Dans la Temporary Autonomous Zone (TAZ, 2015) du collectif Todo por la Praxis. (Photo : Eric Chenal)

Pendant les vacances de Pâques, Le Quotidien s’est interrogé sur l’art public à travers une série rédigée par des spécialistes choisis par l’Association des artistes plasticiens du Luxembourg. Ce week-end, et pour conclure, voici «L’art dans l’espace public, autour de l’éphémère» par Marie-Anne Lorgé, chef de rubrique Culture au Jeudi.

Il est un art qui s’inscrit non dans la durée mais dans l’instant, l’expérience et le processus.
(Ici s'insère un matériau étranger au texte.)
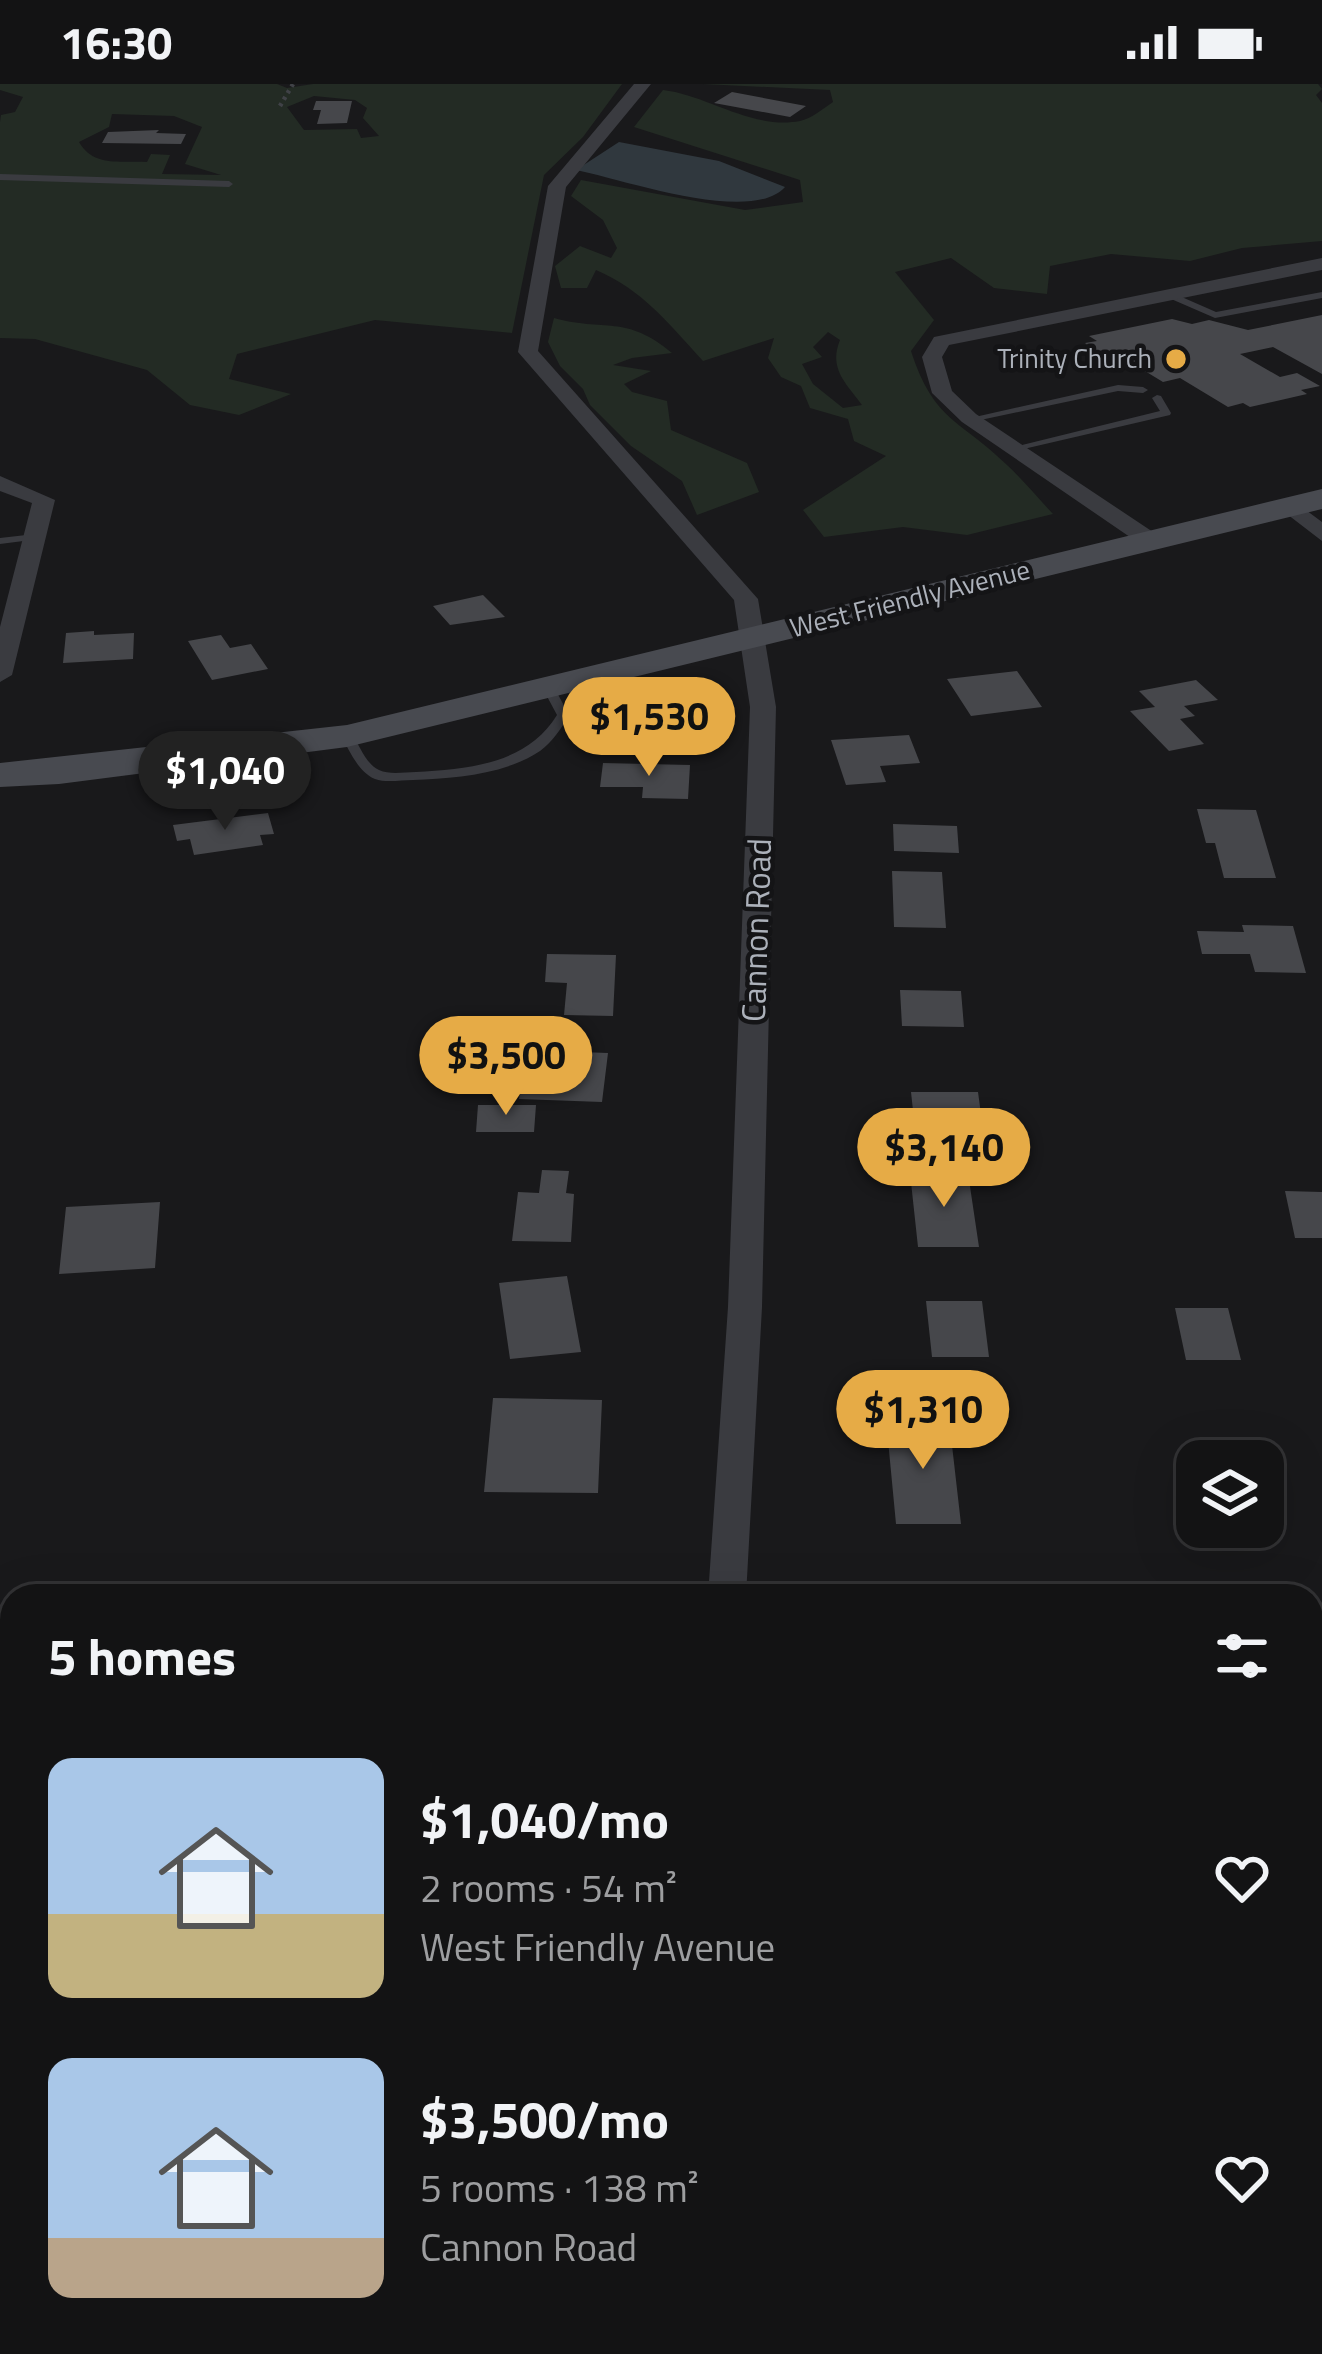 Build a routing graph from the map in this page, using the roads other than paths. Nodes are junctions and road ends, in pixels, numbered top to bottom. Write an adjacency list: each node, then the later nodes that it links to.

Il fane, tombe en poussière, bref, il disparaît. De l’art de la fragilité, donc, mais pas de l’artiste. S’il y a bien un art qui veut sortir du musée, c’est l’art éphémère… qui finit (parfois) par y revenir de façon indirecte, ne fût-ce que par la trace pérenne qu’est la photographie ou la vidéo.

Mais l’éphémère, c’est quoi? C’est un acte artistique qui, installé au cœur de l’existence humaine, en a la fugacité. La manifestation la plus palpable de l’instantanéité, c’est la performance qui met en jeu le corps, le temps et l’espace. À défaut d’être documentée, la performance, par essence, ne dure que le temps de sa réalisation – c’était d’ailleurs tout l’enjeu de «Lost Art», une «night show» perpétrée au Casino Luxembourg le 1er mars, où Flora Mar boutait le feu à un rideau en papier de cigarettes et où Trixi Weis éprouvait le temps avec du sable.

Parmi les variantes de l’éphémère, il y a l’installation. Qui est tout sauf un tableau délimité par un cadre : non seulement, elle en déborde, mais sa provocation ou sa résistance consiste à nier le support lui-même, composant plutôt avec les intempéries (dans le cas des graffitis) et surtout avec des matériaux périssables (végétaux, déchets, papiers) – à l’exemple du Couloir conçu par Claudia Passeri en 2013 pour le musée eschois de la Résistance, un tapis de pétales de forme hélicoïdale semblable à une structure d’ADN.

S’il adore le plein air, pour autant, l’éphémère – qu’il soit réalisé avec des éléments altérables ou non – a le talent de transformer le lieu (galerie) où il s’installe temporairement : le cas de figure, c’est l’œuvre in situ, liée à un cadre particulier en un temps déterminé et qui dès lors ne peut être déplacée sans être détruite. Ou, pour le moins, détournée – comme dans le cas d’Every Day a Revolution de Marco Godinho : des bouteilles installées en cercle, une par jour d’exposition et chaque jour fleurie par un œillet.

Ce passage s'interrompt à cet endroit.